Comment by c0redump

Comment by c0redump 14 hours ago

3 replies

> yet to prove to be useful

I don’t understand this perspective. It should be abundantly clear at this point that these systems are quite useful for a variety of applications.

Do they have problems? Sure. Do the AI boosters who breathlessly claim that the models are super intelligent make me cringe? Sure.

But saying that they’re not useful is just downright crazy.

_ache_ 14 hours ago

> I don’t understand this perspective. It should be abundantly clear at this point that these systems are quite useful for a variety of applications.

LLM are polyvalent. But in most of the tasks they are not the most efficient way to do the task.

Want to play chess ? Use Stockfish or Leela. Want to do image recognition ? SAM or TinyViT like models. Want to know if your are sick ? Go to the doctor or at least do a search on the web.

Yes, there is tasks where LLM are perfect for (speech analysis/classification for example). But omnipotent chatbot isn't one for example.

If there were a revolutionary use, we would have a productivity boom. We don't. This article is from 2021: https://www.technologyreview.com/2021/06/10/1026008/the-comi...

  • satvikpendem 14 hours ago

    > If there were a revolutionary use, we would have a productivity boom.

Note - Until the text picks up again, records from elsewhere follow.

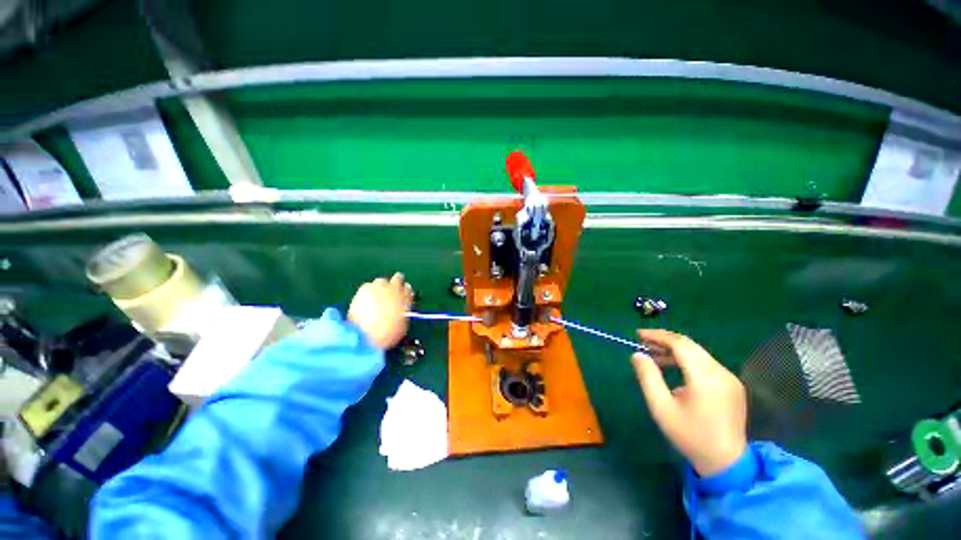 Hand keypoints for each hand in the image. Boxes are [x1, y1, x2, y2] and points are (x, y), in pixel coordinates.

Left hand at [348, 273, 413, 349]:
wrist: (365, 334)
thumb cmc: (386, 334)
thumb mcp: (401, 326)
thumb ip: (403, 314)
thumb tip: (401, 311)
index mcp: (406, 299)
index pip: (409, 290)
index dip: (405, 292)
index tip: (402, 294)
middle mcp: (395, 290)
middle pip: (398, 278)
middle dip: (396, 282)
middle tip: (391, 290)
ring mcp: (379, 287)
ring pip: (382, 281)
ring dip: (381, 286)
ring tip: (377, 296)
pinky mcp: (365, 289)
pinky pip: (368, 286)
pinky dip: (368, 291)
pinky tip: (365, 300)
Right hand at [631, 329, 747, 476]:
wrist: (725, 462)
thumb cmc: (689, 435)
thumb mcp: (661, 408)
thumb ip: (648, 377)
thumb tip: (637, 354)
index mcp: (705, 379)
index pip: (681, 345)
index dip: (658, 336)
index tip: (638, 335)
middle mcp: (721, 373)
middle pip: (690, 345)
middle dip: (665, 340)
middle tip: (644, 342)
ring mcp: (730, 378)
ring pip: (698, 353)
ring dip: (675, 350)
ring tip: (654, 355)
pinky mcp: (732, 384)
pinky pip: (706, 363)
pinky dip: (687, 359)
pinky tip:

We don't.

    What evidence do you have for this assertion? It seems like you are asserting something as fact when in reality it's your own personal opinion, yet ironically you are dismissing everyone else's personal experiences as mere opinion too.

    • _ache_ 13 hours ago

      > What evidence do you have for this assertion?

      No predicted productivity boom (check last US data), no GDP boost yet (again last data). Even LLM enthusiast like McKinsey or Goldmansachs expect nothing before 2027.

      And it's not about LLM, it's about the whole AI progress. That is, obviously, a revolution.

      https://www.goldmansachs.com/insights/articles/ai-may-start-...

      But just to be clear. I'm denying something said to be obvious. I should not be the one who give sources about something that doesn't exist. If there is a productivity boom, I may not have seen it. Show it to me.